To confirm the sort purity of the obtained neuronal and glial populations we re-ran a small aliquot of the sorted nuclei through the flow cytometer and measured the percentage of NeuN positivity (Figure 2B). Using this follow-up procedure, we observed a mean sort purity of 83.2% ± 15.8 (mean ± SD) in NeuN+ and 97.6% ± 2.7 (mean ± SD) in NeuN (Figure 2B). To further validate sort quality, we used qRT-PCR to measure mRNA expression levels of cell type-specific gene markers (Figure 2C). Although this setting is limited to quantifying the pre-translation mRNA contained in the nucleus, single nuclei studies have shown that expression of nuclear RNA transcripts is highly similar to whole-cell RNA preparations in neurons (Grindberg et al., 2013). As expected, NeuN+ nuclei showed full expression of the neuronal marker MAP2, but very low or no expression of the astrocytic marker GFAP, the oligodendroglial marker CNP, and microglial marker AIF1, whereas the opposite pattern was true for the NeuN nuclei. Together, these results confirm that our FANS procedure sufficiently separates neuronal and glia nuclei from postmortem brain tissues.

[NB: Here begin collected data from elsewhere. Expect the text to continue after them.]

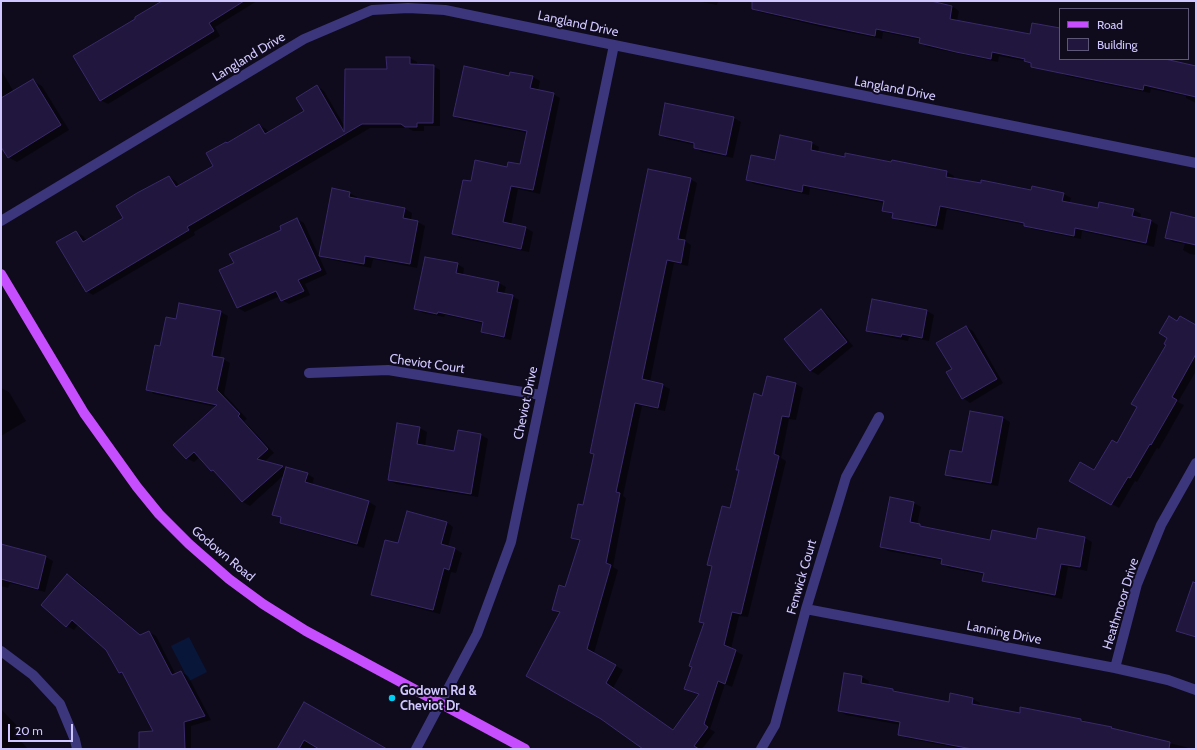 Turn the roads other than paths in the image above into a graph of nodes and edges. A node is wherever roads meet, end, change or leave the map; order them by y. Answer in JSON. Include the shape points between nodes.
{"nodes":[{"id":1,"x":614,"y":45,"type":"junction"},
{"id":2,"x":1196,"y":163,"type":"edge"},
{"id":3,"x":1,"y":221,"type":"edge"},
{"id":4,"x":1,"y":274,"type":"edge"},
{"id":5,"x":309,"y":373,"type":"dead end"},
{"id":6,"x":541,"y":395,"type":"junction"},
{"id":7,"x":879,"y":417,"type":"dead end"},
{"id":8,"x":1196,"y":463,"type":"edge"},
{"id":9,"x":806,"y":609,"type":"junction"},
{"id":10,"x":1,"y":651,"type":"edge"},
{"id":11,"x":1115,"y":668,"type":"junction"},
{"id":12,"x":1196,"y":690,"type":"edge"},
{"id":13,"x":441,"y":704,"type":"junction"},
{"id":14,"x":77,"y":749,"type":"edge"},
{"id":15,"x":416,"y":749,"type":"edge"},
{"id":16,"x":525,"y":749,"type":"edge"},
{"id":17,"x":761,"y":749,"type":"edge"}],
"edges":[{"from":1,"to":2,"type":"street","name":"Langland Drive"},
{"from":1,"to":3,"type":"street","name":"Langland Drive","via":[[445,10],[372,10],[304,39]]},
{"from":1,"to":6,"type":"street","name":"Cheviot Drive"},
{"from":4,"to":13,"type":"main road","name":"Godown Road","via":[[84,413],[159,514],[189,544],[229,580],[263,604],[306,631]]},
{"from":5,"to":6,"type":"street","name":"Cheviot Court","via":[[388,370]]},
{"from":6,"to":13,"type":"street","name":"Cheviot Drive","via":[[510,542],[477,634]]},
{"from":7,"to":9,"type":"street","name":"Fenwick Court","via":[[846,477]]},
{"from":8,"to":11,"type":"street","name":"Heathmoor Drive","via":[[1161,525],[1137,584]]},
{"from":9,"to":11,"type":"street","name":"Lanning Drive"},
{"from":9,"to":17,"type":"street","name":"Fenwick Court","via":[[775,725]]},
{"from":10,"to":14,"type":"street","via":[[33,675],[60,704]]},
{"from":11,"to":12,"type":"street","name":"Lanning Drive","via":[[1168,680]]},
{"from":13,"to":15,"type":"street","name":"Cheviot Drive"},
{"from":13,"to":16,"type":"main road","name":"Godown Road"}]} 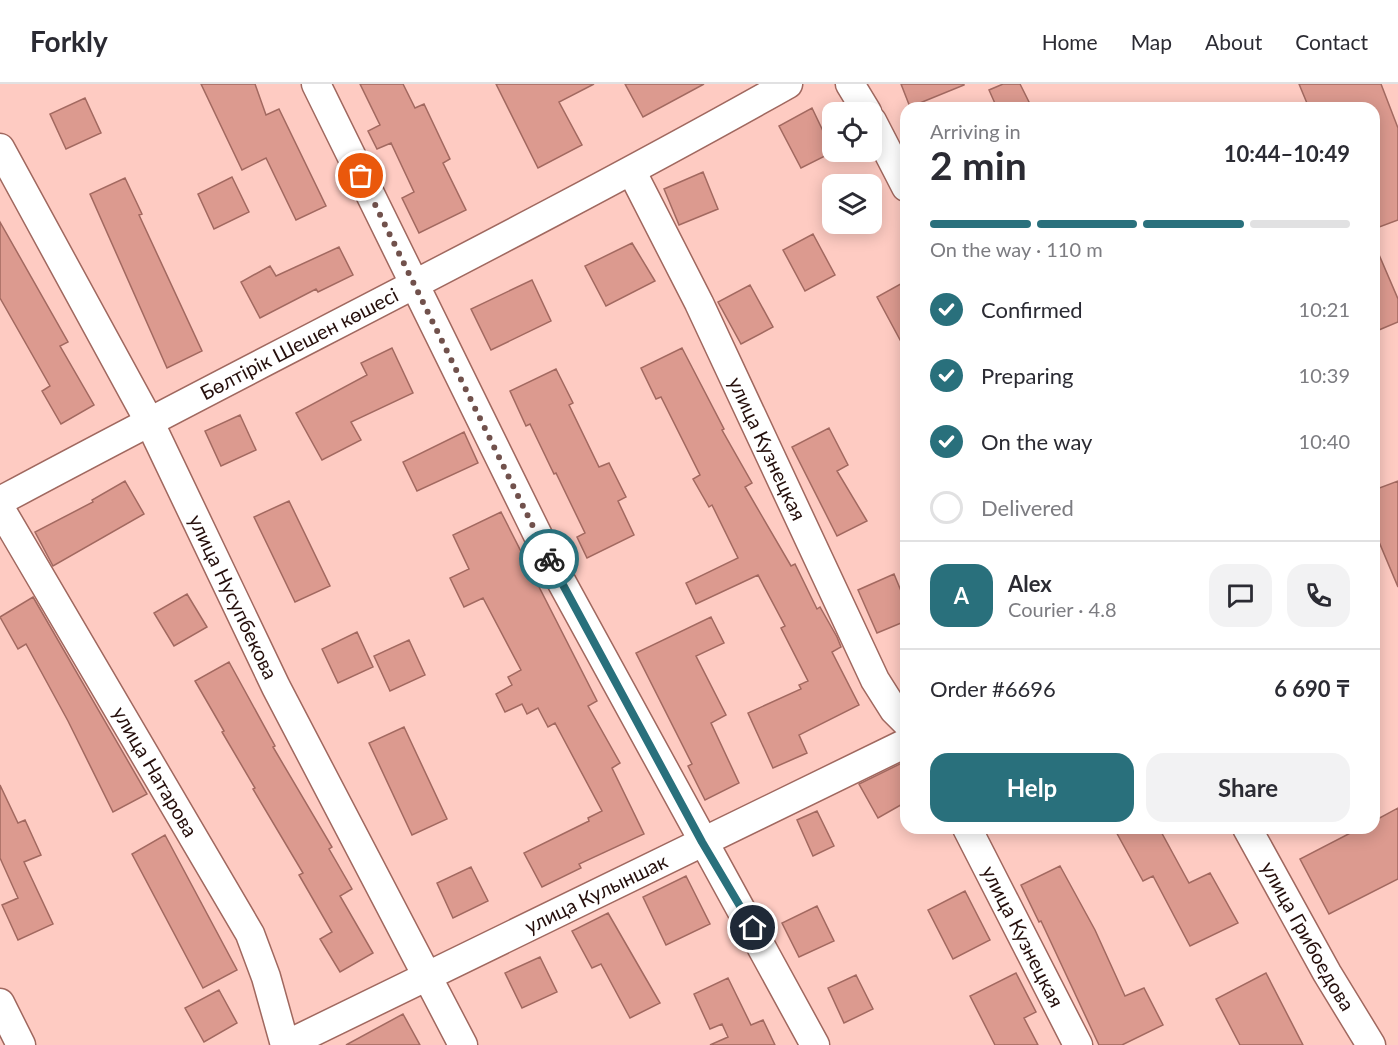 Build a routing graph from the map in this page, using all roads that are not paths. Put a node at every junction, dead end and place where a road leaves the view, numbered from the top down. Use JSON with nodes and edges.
{"nodes":[{"id":1,"x":316,"y":84,"type":"edge"},
{"id":2,"x":788,"y":84,"type":"edge"},
{"id":3,"x":849,"y":84,"type":"edge"},
{"id":4,"x":861,"y":102,"type":"edge"},
{"id":5,"x":882,"y":140,"type":"edge"},
{"id":6,"x":0,"y":148,"type":"edge"},
{"id":7,"x":632,"y":172,"type":"junction"},
{"id":8,"x":900,"y":175,"type":"edge"},
{"id":9,"x":414,"y":283,"type":"junction"},
{"id":10,"x":149,"y":421,"type":"junction"},
{"id":11,"x":0,"y":501,"type":"edge"},
{"id":12,"x":0,"y":508,"type":"edge"},
{"id":13,"x":900,"y":716,"type":"edge"},
{"id":14,"x":900,"y":746,"type":"edge"},
{"id":15,"x":970,"y":834,"type":"edge"},
{"id":16,"x":1250,"y":834,"type":"edge"},
{"id":17,"x":702,"y":842,"type":"junction"},
{"id":18,"x":425,"y":975,"type":"junction"},
{"id":19,"x":0,"y":1003,"type":"edge"},
{"id":20,"x":21,"y":1045,"type":"edge"},
{"id":21,"x":286,"y":1045,"type":"edge"},
{"id":22,"x":463,"y":1045,"type":"edge"},
{"id":23,"x":815,"y":1045,"type":"edge"},
{"id":24,"x":1078,"y":1045,"type":"edge"},
{"id":25,"x":1371,"y":1045,"type":"edge"}],
"edges":[{"from":1,"to":9,"type":"street"},
{"from":2,"to":7,"type":"street","name":"Бөлтірік Шешен көшесі"},
{"from":3,"to":4,"type":"street"},
{"from":5,"to":8,"type":"street"},
{"from":6,"to":10,"type":"street","name":"улица Нусупбекова"},
{"from":7,"to":9,"type":"street","name":"Бөлтірік Шешен көшесі"},
{"from":7,"to":13,"type":"street","name":"улица Кузнецкая"},
{"from":9,"to":10,"type":"street","name":"Бөлтірік Шешен көшесі"},
{"from":9,"to":17,"type":"street"},
{"from":10,"to":11,"type":"street","name":"Бөлтірік Шешен көшесі"},
{"from":10,"to":18,"type":"street","name":"улица Нусупбекова"},
{"from":12,"to":21,"type":"street","name":"улица Натарова"},
{"from":14,"to":17,"type":"street","name":"улица Кулыншак"},
{"from":15,"to":24,"type":"street","name":"улица Кузнецкая"},
{"from":16,"to":25,"type":"street","name":"улица Грибоедова"},
{"from":17,"to":18,"type":"street","name":"улица Кулыншак"},
{"from":17,"to":23,"type":"street"},
{"from":18,"to":21,"type":"street","name":"улица Кулыншак"},
{"from":18,"to":22,"type":"street","name":"улица Нусупбекова"},
{"from":19,"to":20,"type":"street"}]}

2.3. Neuronal vs. glial ratios in frontal lobe PMB

Given that neuronal-loss is a hallmark of AD pathology we entertained the possibility that an AD-related shift in the neuron to glia ratio is behind the observed difference in the APOE CGI methylation levels. To determine if neuronal loss is associated with the differential methylation levels in frontal lobe tissue, we analyzed flow cytometry data to determine ratios of neuronal to total cell nuclei. These ratios were highly variable across individual samples but were not significantly different between AD and control groups (Supplemental Figure 3). The average percentage of NeuN+ nuclei in total nuclei was 24.8% ± 12 (mean ± SD) in AD compared to 22.0% ± 12.5 (mean ± SD) in the control group. This data suggests that the reduced methylation we observed with AD in the APOE CGI cannot be attributed to shifting densities of neuronal and/or glial populations.

2.4. Cell type-specific methylation profiles of the APOE CGI

To determine the cell-specific methylation profiles of the APOE CGI in frontal lobe PMB we quantified DNA methylation levels in neuronal and glial DNA from all 29 study samples in the FANS cohort. Pyrosequencing data from one of the NeuN nuclear DNA samples did not meet quality control standards thus we were only able to obtain glial data for 28 of the samples. Overall, we observed the neuronal APOE gene carries a significantly higher level of DNA methylation compared to the glial APOE (Figure 3 and Supplemental Table 3).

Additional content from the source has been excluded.